Whitespaces and Symbols

This page provides detailed information on the Whitespaces and Symbols section in the Microsoft Word format configuration.

  1. Do not show leading and trailing whitespaces:

  • Any leading or trailing blank in a segment will be hidden in the editor (and inserted back in the translated file).

  • This option is very useful since leading or trailing whitespaces do not add value for the translator.

  • For Asian languages, whitespaces may or may not be inserted back into the translation - see respective options for that.

  1. Convert sequences of multiple whitespaces into markup:

  • Collapsing whitespaces means any sequence of whitespaces is converted to a simple blank.
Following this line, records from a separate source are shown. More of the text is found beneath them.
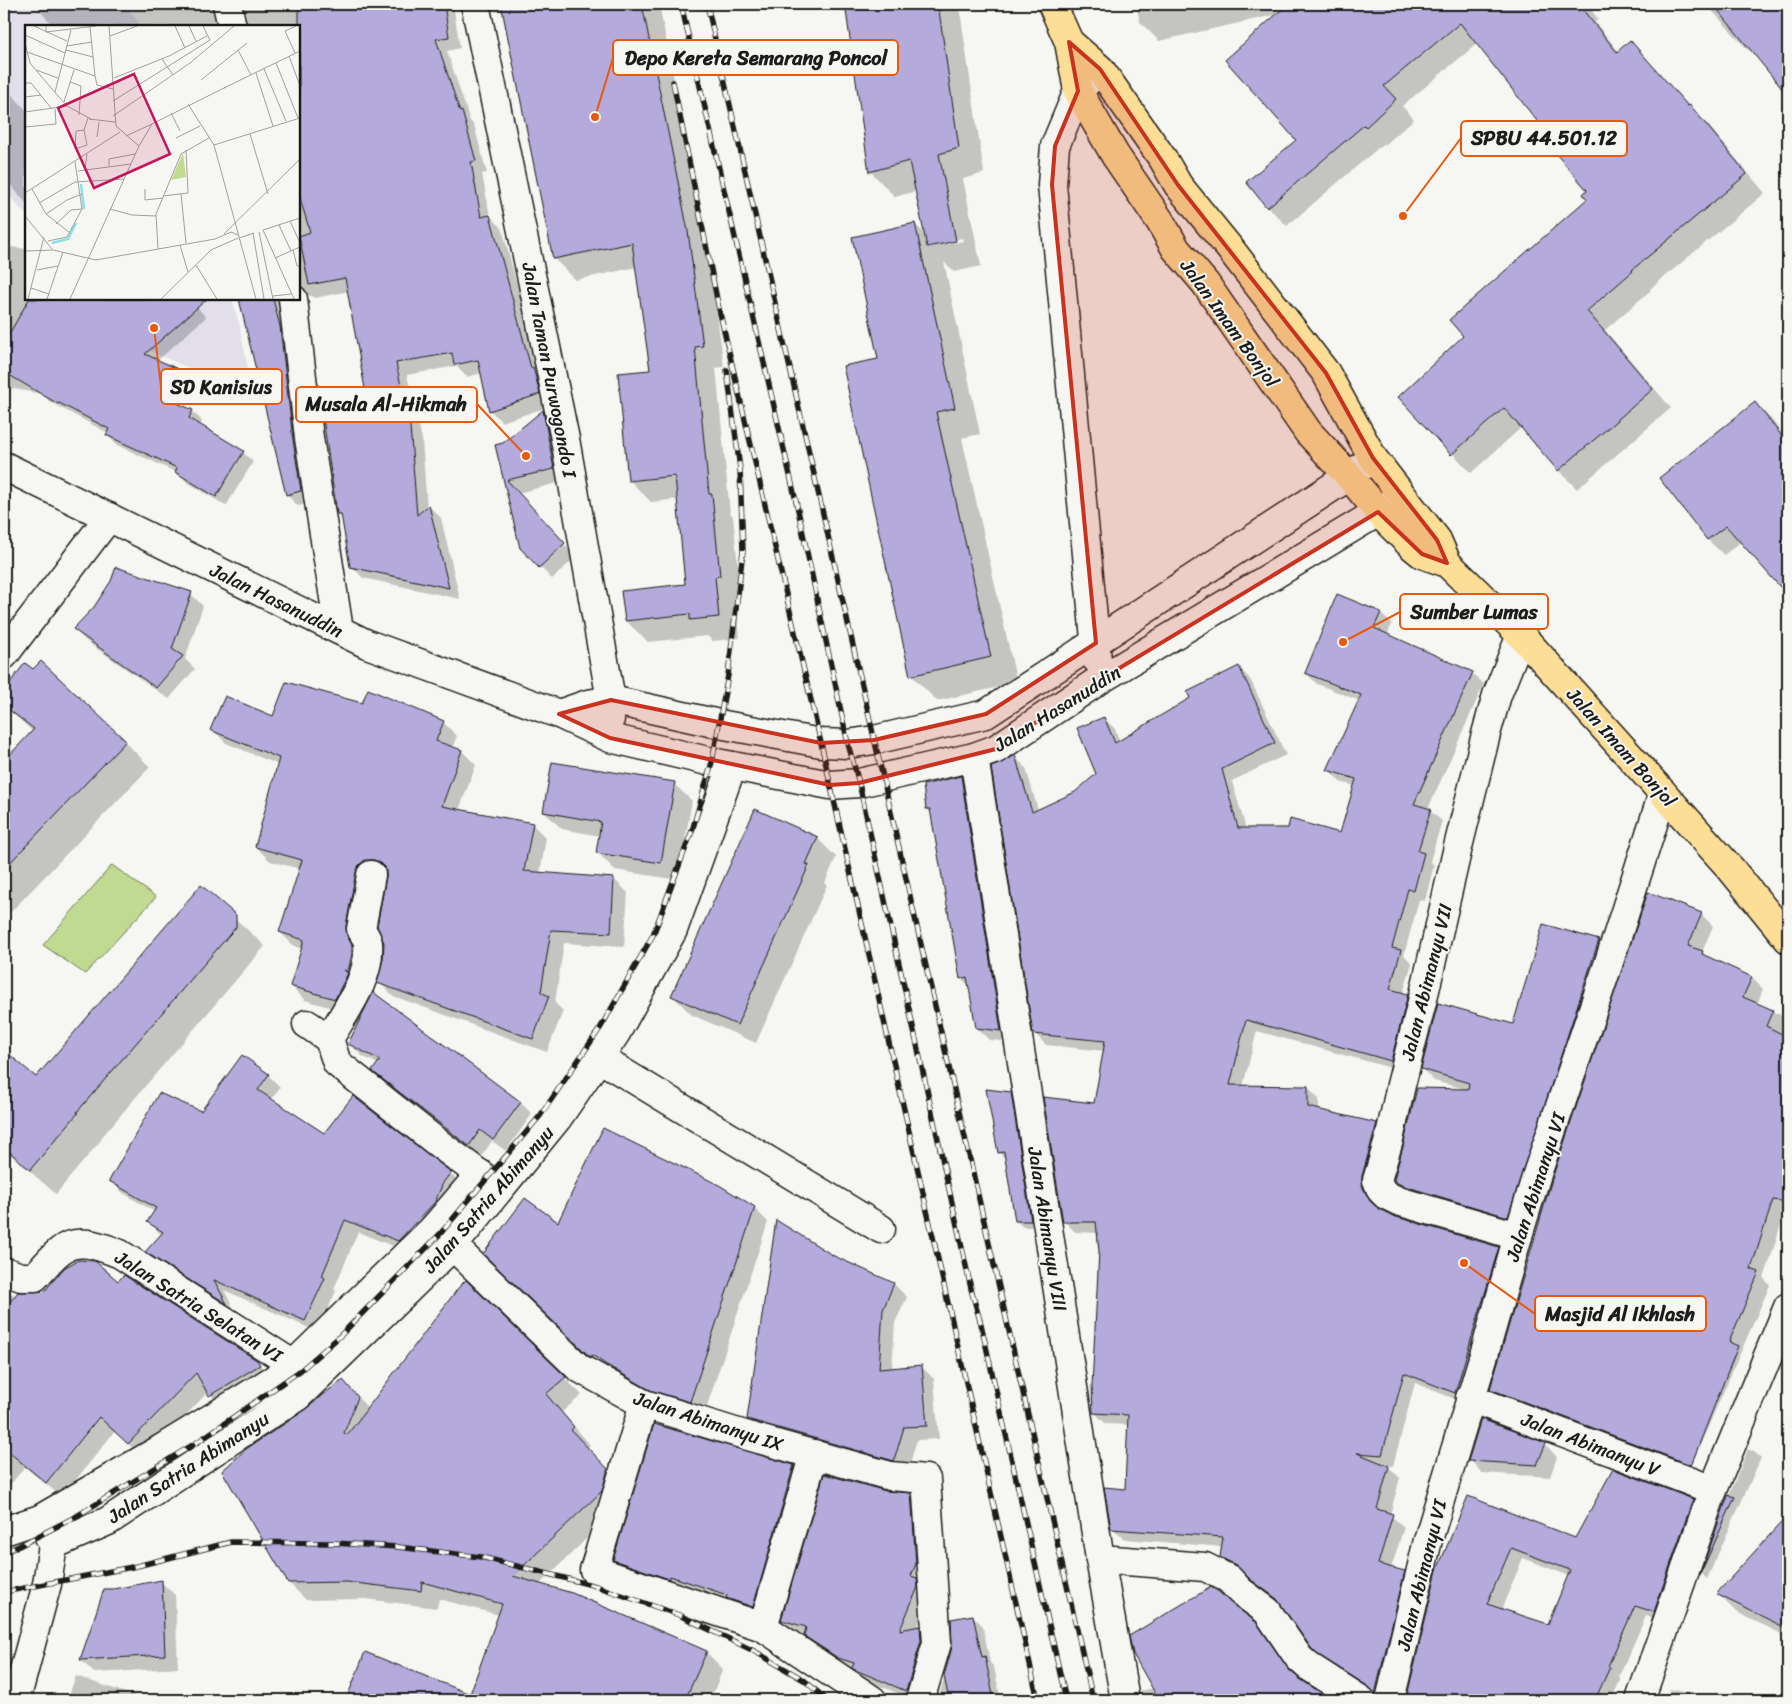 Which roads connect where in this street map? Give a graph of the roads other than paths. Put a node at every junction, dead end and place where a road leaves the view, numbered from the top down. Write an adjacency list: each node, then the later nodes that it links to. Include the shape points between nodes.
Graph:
1 (227, 4): 4 (street)
2 (475, 4): 21 (street, Jalan Taman Purwogondo I, via 565,439)
3 (1052, 4): 5 (main road, Jalan Imam Bonjol)
4 (232, 25)
5 (1069, 42): 6 (main road, Jalan Imam Bonjol); 7 (main road, Jalan Imam Bonjol)
6 (1100, 69): 7 (street); 9 (main road, Jalan Imam Bonjol, via 1178,185 1326,373)
7 (1078, 91): 11 (main road, Jalan Imam Bonjol, via 1115,156 1176,249 1205,283 1308,432); 18 (street, via 1055,146 1052,185)
8 (293, 300): 16 (street, via 309,438)
9 (1373, 458): 11 (street, Jalan Hasanuddin); 12 (main road, Jalan Imam Bonjol)
10 (4, 466): 14 (street, Jalan Hasanuddin)
11 (1349, 476): 13 (main road, Jalan Imam Bonjol); 18 (street, Jalan Hasanuddin)
12 (1401, 495): 13 (street, Jalan Hasanuddin); 15 (main road, Jalan Imam Bonjol, via 1437,540)
13 (1378, 512): 15 (main road, Jalan Imam Bonjol, via 1422,554); 20 (street, Jalan Hasanuddin)
14 (109, 517): 16 (street, Jalan Hasanuddin); 19 (street)
15 (1446, 562): 17 (main road, Jalan Imam Bonjol)
16 (339, 630): 22 (street, Jalan Hasanuddin, via 367,644)
17 (1521, 635): 26 (main road, Jalan Imam Bonjol); 34 (street, Jalan Abimanyu VII, via 1497,695 1486,734 1377,1180 1386,1195 1398,1201)
18 (1096, 643): 20 (street); 21 (street, Jalan Hasanuddin, via 986,714 848,744 812,742)
19 (4, 655)
20 (1098, 681): 24 (street, Jalan Hasanuddin, via 996,749)
21 (611, 700): 22 (street, Jalan Hasanuddin); 23 (street, Jalan Taman Purwogondo I)
22 (559, 714): 23 (street, Jalan Hasanuddin)
23 (610, 738): 25 (street, Jalan Hasanuddin)
24 (974, 757): 25 (street, Jalan Hasanuddin, via 859,783 830,785); 46 (street, Jalan Abimanyu VIII)
25 (732, 766): 31 (street, Jalan Satria Abimanyu, via 673,930)
26 (1663, 793): 28 (main road, Jalan Imam Bonjol, via 1731,869); 34 (street, Jalan Abimanyu VI)
27 (371, 875): 30 (street, via 361,929 368,941 366,971)
28 (1788, 940)
29 (307, 1024): 30 (street)
30 (329, 1039): 32 (street, via 337,1063)
31 (599, 1058): 32 (street, Jalan Satria Abimanyu, via 557,1119); 33 (street)
32 (490, 1181): 35 (street, Jalan Satria Abimanyu)
33 (881, 1229)
34 (1518, 1236): 39 (street, Jalan Abimanyu VI)
35 (443, 1238): 38 (street, Jalan Satria Abimanyu); 40 (street, Jalan Abimanyu IX, via 579,1368)
36 (4, 1271): 38 (street, Jalan Satria Selatan VI, via 20,1277 35,1277 61,1249 79,1243 96,1245 120,1254)
37 (1788, 1307): 42 (street)
38 (304, 1372): 43 (street, via 278,1377); 45 (street, Jalan Satria Abimanyu, via 298,1396 108,1521)
39 (1470, 1398): 42 (street, Jalan Abimanyu V); 53 (street, Jalan Abimanyu VI, via 1428,1540)
40 (644, 1404): 41 (street, Jalan Abimanyu IX); 47 (street, via 594,1570)
41 (814, 1454): 47 (street); 50 (street, Jalan Abimanyu IX, via 890,1476 926,1480 937,1643)
42 (1713, 1490): 54 (street)
43 (40, 1519): 44 (street); 45 (street)
44 (4, 1531)
45 (53, 1545): 48 (street, via 47,1584)
46 (1100, 1559): 51 (street, Jalan Abimanyu VIII); 52 (street, via 1205,1567 1217,1572 1267,1611 1303,1662)
47 (763, 1627): 49 (street)
48 (16, 1700)
49 (872, 1700)
50 (920, 1700)
51 (1125, 1700)
52 (1361, 1700)
53 (1390, 1700)
54 (1640, 1700)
For example:; A tab + 1 blank + 1 non-breaking space + 1 newline (4 chars total) will be transformed into 1 simple blank.
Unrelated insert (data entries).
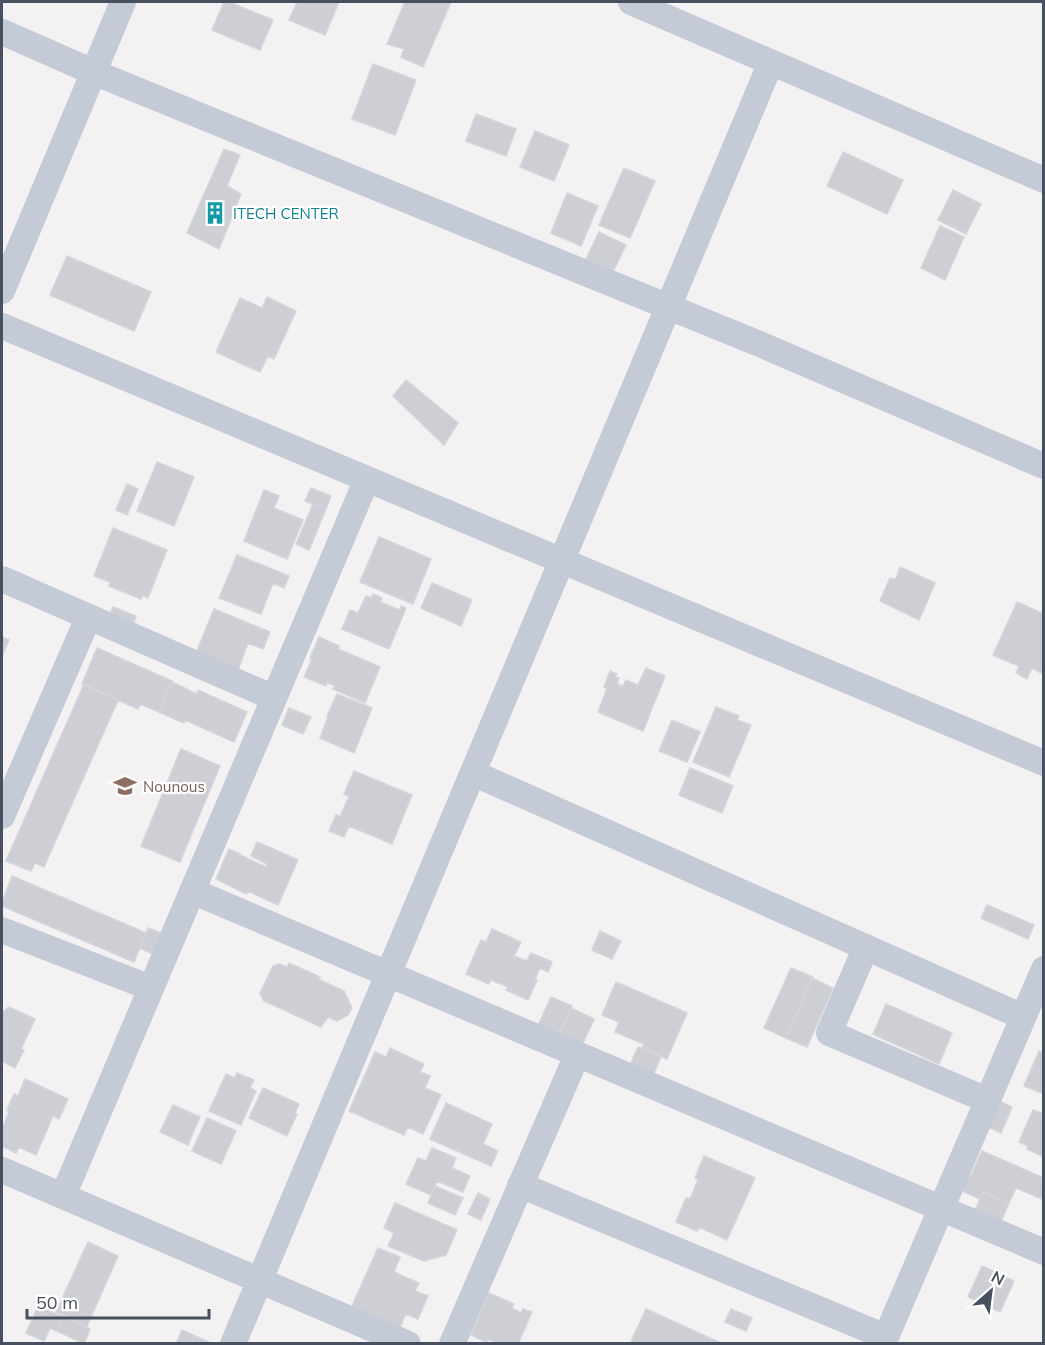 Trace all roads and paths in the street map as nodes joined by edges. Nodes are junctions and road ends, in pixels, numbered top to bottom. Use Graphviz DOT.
graph roads {
  1 [pos="123,2"];
  2 [pos="631,2"];
  3 [pos="680,11"];
  4 [pos="2,32"];
  5 [pos="771,62"];
  6 [pos="93,72"];
  7 [pos="1044,180"];
  8 [pos="2,291"];
  9 [pos="669,307"];
  10 [pos="2,326"];
  11 [pos="1044,466"];
  12 [pos="367,479"];
  13 [pos="562,561"];
  14 [pos="2,579"];
  15 [pos="88,618"];
  16 [pos="274,698"];
  17 [pos="1044,763"];
  18 [pos="473,773"];
  19 [pos="2,816"];
  20 [pos="192,891"];
  21 [pos="2,930"];
  22 [pos="866,947"];
  23 [pos="1044,969"];
  24 [pos="388,975"];
  25 [pos="151,988"];
  26 [pos="1023,1017"];
  27 [pos="577,1055"];
  28 [pos="987,1100"];
  29 [pos="2,1170"];
  30 [pos="520,1185"];
  31 [pos="63,1196"];
  32 [pos="941,1209"];
  33 [pos="1044,1252"];
  34 [pos="259,1280"];
  35 [pos="884,1340"];
  36 [pos="233,1344"];
  37 [pos="408,1344"];
  38 [pos="452,1344"];
  1 -- 6 [label="street"];
  2 -- 3 [label="street"];
  3 -- 5 [label="street"];
  4 -- 6 [label="street"];
  5 -- 7 [label="street"];
  5 -- 9 [label="street"];
  6 -- 8 [label="street"];
  6 -- 9 [label="street"];
  9 -- 11 [label="street"];
  9 -- 13 [label="street"];
  10 -- 12 [label="street"];
  12 -- 13 [label="street"];
  12 -- 16 [label="street"];
  13 -- 17 [label="street"];
  13 -- 18 [label="street"];
  14 -- 15 [label="street"];
  15 -- 16 [label="street"];
  15 -- 19 [label="street"];
  16 -- 20 [label="street"];
  18 -- 22 [label="street"];
  18 -- 24 [label="street"];
  20 -- 24 [label="street"];
  20 -- 25 [label="street"];
  21 -- 25 [label="street"];
  22 -- 26 [label="street"];
  22 -- 28 [label="street"];
  23 -- 26 [label="street"];
  24 -- 27 [label="street"];
  24 -- 34 [label="street"];
  25 -- 31 [label="street"];
  26 -- 28 [label="street"];
  27 -- 30 [label="street"];
  27 -- 32 [label="street"];
  28 -- 32 [label="street"];
  29 -- 31 [label="street"];
  30 -- 35 [label="street"];
  30 -- 38 [label="street"];
  31 -- 34 [label="street"];
  32 -- 33 [label="street"];
  32 -- 35 [label="street"];
  34 -- 36 [label="street"];
  34 -- 37 [label="street"];
}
  • This option is inherited from HTML filters where such collapsing absolutely makes sense since any sequence of whitespaces is rendered the same as single blanks in a browser. They are redundant. In MS Office it has fewer use cases.

The two remaining options are tightly related to how Microsoft Office decomposes text into so-called “runs”. For example, a text like “Hello world ???“ is just a single contiguous run. But “Hello world ###” is actually 3 runs. This is because the portions of text are formatted differently. A hyperlink within a text is also considered a different run, as is an image embedded in a sentence.

  1. Do not show leading and trailing characters that are neither letters nor digits:

This option removes leading or trailing runs that do not contain any letters or numbers:

  • Hello world ###” ==> “Hello world” (the ###-run is trimmed and hidden from the translator)

  1. Convert words containing neither letters nor digits into markup:

This option collapses runs to self-closing markup if they do not contain any letter or digit:

  • Hello ### world ###” ==> “Hello <f1/> world </f2>”

Why would you tick option 3?

  • Leading or trailing runs that are special characters and, on top, formatted differently from the main body of text are likely control characters or some codes that do not require translation. If a document only contains regular text, ticking or unticking the option will not make much difference. There is no risk in ticking; you can only benefit.

Why would you tick option 4?

  • It should generally not be ticked unless the document is very specific and contains control character sequences that are designated by specific formatting. This option was added for particular use cases.